Pentecost is a celebration of the Holy Spirit at work in our lives, but it is not the first or the only day the Holy Spirit came upon believers in a powerful way.  God’s Spirit has been with us from the beginning, when God’s Spirit moved over the waters of creation, Genesis 1:2.  Sometimes the Holy Spirit overcomes us with emotion, with tears, with the impulse to sing or shout praises, with a powerful experience of God’s presence that can’t be ignored like that first Pentecost when tongues of fire were upon the believers in Jerusalem.  Those of us from European Lutheran backgrounds can learn from our African and Latino sisters and brothers in the faith I think in being more expressive and open to the Spirit working in these ways. You may have heard that the latest surveys of religion in America indicate that for the first time since surveys like this have been conducted, fewer than fifty percent of Americans affiliate with any religion.  People are choosing to fill their lives with other things than God.  And sadly, sometimes Christians react in ways that are contrary to the Holy Spirit so that people say Christians are hypocritical, judgmental, and bigoted.  People are filling their lives with spiritual junk food, and our Spirit-filled response ought to be driven by the fruits of the Spirit, not by religious superiority or legalism.  The fruits of the spirit are our greatest witness, so that others might want to awaken to what the Spirit can fill them with, too – with good things.

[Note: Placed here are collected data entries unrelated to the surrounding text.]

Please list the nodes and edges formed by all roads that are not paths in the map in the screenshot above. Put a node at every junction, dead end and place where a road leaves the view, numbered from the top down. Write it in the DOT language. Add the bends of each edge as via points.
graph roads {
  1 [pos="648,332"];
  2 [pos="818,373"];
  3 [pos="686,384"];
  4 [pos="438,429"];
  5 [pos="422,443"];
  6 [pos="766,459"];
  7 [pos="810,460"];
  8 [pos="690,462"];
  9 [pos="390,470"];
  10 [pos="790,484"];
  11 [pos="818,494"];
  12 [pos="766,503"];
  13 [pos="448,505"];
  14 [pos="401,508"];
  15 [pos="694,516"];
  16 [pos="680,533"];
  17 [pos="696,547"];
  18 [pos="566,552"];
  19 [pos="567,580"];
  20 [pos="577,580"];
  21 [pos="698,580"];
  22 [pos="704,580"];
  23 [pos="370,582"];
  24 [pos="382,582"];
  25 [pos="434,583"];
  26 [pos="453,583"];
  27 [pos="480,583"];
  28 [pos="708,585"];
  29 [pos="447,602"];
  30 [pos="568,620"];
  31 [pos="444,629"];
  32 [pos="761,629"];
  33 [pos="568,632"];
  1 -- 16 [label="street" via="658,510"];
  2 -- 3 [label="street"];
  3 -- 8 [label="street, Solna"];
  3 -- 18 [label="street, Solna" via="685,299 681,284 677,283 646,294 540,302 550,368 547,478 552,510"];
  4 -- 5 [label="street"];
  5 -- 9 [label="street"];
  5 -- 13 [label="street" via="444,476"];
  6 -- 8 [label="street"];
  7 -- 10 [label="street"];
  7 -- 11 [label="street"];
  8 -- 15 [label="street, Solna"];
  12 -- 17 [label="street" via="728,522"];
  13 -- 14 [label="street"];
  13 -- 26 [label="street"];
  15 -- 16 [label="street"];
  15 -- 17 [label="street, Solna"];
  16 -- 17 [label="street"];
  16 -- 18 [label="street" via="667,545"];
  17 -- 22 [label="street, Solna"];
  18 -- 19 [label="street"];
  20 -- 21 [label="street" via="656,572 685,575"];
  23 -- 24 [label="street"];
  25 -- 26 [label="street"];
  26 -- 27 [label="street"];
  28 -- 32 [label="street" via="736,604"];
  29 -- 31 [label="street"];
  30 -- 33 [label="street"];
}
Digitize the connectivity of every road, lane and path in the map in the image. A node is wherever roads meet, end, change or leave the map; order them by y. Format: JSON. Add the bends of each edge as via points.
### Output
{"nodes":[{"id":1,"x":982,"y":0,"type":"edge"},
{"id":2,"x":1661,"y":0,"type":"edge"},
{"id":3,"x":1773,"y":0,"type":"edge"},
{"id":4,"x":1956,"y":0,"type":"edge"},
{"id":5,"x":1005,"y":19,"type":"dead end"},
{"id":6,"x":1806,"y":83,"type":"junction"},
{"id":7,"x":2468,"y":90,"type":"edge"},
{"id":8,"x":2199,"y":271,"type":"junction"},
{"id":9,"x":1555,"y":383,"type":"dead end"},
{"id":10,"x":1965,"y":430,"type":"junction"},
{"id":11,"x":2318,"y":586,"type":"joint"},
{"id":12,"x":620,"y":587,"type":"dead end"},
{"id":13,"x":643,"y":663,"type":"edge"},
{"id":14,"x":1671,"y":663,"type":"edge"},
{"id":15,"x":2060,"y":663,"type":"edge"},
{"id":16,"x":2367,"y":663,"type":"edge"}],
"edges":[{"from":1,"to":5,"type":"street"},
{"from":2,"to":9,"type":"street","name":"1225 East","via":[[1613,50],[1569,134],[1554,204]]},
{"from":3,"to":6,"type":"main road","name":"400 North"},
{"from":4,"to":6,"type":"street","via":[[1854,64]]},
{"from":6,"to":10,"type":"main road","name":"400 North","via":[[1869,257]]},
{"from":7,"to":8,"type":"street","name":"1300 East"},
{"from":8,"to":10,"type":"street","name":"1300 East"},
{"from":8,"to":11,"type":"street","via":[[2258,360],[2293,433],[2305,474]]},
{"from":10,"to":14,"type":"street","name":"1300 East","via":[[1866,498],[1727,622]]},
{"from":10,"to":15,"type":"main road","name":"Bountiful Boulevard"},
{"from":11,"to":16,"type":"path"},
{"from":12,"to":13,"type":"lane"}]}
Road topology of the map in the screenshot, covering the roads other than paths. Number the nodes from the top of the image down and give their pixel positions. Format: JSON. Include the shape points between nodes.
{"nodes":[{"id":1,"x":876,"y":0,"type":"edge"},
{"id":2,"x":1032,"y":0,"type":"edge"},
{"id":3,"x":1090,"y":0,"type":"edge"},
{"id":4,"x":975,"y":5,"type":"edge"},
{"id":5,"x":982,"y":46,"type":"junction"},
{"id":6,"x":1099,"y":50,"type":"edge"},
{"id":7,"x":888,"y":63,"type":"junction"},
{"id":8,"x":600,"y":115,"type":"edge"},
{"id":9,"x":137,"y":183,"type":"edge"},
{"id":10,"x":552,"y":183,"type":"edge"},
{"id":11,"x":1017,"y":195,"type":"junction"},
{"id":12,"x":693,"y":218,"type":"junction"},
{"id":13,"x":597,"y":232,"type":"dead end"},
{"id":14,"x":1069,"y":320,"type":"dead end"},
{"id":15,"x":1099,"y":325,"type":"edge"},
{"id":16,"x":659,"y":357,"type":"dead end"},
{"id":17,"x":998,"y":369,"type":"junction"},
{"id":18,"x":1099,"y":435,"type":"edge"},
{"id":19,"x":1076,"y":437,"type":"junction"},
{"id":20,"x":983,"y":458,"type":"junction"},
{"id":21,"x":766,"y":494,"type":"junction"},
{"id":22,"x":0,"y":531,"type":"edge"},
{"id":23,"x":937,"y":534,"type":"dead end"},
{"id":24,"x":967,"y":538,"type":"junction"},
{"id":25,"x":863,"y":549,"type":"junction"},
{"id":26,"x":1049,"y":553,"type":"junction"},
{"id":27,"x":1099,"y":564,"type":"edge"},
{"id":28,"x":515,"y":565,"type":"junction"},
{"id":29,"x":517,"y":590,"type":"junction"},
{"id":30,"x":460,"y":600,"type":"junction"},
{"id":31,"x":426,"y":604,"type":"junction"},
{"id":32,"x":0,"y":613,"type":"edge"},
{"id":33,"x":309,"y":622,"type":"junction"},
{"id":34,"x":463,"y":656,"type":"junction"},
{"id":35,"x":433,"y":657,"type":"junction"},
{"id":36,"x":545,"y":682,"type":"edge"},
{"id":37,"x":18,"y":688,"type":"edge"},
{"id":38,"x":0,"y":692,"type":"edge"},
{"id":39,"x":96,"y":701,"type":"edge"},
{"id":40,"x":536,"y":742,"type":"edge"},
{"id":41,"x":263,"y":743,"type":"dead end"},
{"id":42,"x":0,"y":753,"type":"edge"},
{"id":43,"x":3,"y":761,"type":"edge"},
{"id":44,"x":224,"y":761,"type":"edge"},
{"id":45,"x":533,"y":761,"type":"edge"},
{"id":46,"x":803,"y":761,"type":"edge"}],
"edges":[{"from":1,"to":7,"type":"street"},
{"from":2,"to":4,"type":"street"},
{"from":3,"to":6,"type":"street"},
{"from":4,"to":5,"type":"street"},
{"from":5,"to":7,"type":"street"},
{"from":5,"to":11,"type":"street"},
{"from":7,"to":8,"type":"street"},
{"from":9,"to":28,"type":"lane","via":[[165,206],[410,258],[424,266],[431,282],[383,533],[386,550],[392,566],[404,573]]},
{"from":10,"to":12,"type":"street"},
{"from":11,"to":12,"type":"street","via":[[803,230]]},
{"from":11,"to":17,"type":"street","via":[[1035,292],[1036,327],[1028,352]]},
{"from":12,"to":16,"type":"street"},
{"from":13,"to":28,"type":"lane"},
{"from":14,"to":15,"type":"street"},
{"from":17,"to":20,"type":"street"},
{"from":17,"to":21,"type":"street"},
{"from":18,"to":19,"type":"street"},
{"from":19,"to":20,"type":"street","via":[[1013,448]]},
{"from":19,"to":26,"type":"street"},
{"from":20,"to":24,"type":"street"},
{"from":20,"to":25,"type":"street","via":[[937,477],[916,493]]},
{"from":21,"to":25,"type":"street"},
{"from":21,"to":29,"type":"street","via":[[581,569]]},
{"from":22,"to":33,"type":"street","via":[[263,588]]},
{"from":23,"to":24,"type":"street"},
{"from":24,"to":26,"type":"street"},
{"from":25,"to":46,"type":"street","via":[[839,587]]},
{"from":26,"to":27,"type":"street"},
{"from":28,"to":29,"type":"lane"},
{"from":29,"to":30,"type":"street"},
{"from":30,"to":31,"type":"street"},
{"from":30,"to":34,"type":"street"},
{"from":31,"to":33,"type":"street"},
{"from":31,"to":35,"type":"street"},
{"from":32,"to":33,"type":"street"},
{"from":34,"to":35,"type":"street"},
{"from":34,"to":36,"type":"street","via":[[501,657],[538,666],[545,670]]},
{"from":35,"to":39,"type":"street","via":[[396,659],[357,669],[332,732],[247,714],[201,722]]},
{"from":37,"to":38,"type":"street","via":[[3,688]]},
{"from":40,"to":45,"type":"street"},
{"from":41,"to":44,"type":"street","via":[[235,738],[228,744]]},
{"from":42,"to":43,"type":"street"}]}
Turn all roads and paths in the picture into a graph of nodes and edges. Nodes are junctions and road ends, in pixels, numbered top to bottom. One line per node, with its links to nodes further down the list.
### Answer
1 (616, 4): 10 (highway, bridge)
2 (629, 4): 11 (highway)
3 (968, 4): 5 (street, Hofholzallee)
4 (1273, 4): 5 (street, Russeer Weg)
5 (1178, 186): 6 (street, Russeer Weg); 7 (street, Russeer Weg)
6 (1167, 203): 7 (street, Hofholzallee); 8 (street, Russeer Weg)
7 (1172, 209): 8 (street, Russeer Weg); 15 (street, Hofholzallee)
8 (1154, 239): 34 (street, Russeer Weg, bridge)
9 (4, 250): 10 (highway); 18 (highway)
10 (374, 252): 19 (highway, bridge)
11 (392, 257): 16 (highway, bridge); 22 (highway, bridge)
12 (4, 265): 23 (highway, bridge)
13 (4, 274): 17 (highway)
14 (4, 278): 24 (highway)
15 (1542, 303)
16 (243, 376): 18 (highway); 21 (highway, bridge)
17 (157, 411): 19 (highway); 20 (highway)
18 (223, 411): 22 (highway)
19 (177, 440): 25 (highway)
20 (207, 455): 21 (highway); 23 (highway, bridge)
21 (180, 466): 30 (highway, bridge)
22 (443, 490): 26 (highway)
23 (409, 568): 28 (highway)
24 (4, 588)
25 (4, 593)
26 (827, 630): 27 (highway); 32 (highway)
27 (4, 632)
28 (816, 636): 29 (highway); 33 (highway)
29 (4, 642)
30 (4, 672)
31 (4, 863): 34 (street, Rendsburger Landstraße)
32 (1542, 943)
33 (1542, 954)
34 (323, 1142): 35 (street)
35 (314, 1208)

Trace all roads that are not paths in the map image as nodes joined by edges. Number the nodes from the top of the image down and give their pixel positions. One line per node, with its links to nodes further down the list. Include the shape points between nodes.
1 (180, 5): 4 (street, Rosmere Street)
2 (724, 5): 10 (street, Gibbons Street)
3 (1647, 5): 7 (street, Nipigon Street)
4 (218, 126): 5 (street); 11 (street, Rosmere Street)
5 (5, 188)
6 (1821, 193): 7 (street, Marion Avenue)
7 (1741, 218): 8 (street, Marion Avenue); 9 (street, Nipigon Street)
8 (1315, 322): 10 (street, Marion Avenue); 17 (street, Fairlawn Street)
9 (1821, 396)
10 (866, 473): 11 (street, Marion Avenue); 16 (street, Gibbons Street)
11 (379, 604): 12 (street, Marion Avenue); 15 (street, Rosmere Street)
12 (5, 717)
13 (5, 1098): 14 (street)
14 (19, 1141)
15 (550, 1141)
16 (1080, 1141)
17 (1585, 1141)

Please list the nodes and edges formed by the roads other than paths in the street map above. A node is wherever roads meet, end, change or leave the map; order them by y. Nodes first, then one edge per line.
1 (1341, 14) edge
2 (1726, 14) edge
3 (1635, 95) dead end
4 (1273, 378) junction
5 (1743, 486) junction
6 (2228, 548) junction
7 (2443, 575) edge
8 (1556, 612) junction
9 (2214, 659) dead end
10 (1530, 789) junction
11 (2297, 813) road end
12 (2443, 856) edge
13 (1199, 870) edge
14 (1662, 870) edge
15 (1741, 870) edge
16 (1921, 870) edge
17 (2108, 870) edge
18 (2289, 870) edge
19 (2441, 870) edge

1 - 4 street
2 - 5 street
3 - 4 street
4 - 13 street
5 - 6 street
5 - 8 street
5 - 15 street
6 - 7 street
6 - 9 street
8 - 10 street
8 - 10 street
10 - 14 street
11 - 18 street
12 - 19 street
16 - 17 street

It is powerful to know that the Bible consistently describes the Holy Spirit as wind and breath, a daily presence in our lives that we can easily notice if we take just a few seconds, even if it’s not so obviously miraculous.  Like the wind, like a deep breath, the Holy Spirit fills us with good things.  Like the wind or a breath, the Holy Spirit can get into the smallest of cracks and spaces even when our lives are crammed full of other things.  And the Holy Spirit empowers and transforms us so that these good things start to fill up our lives, so that love, peace, patience, kindness, goodness, faithfulness, gentleness and self-control are evident in us in how we live and what we value.  Live by the Spirit!  Amen.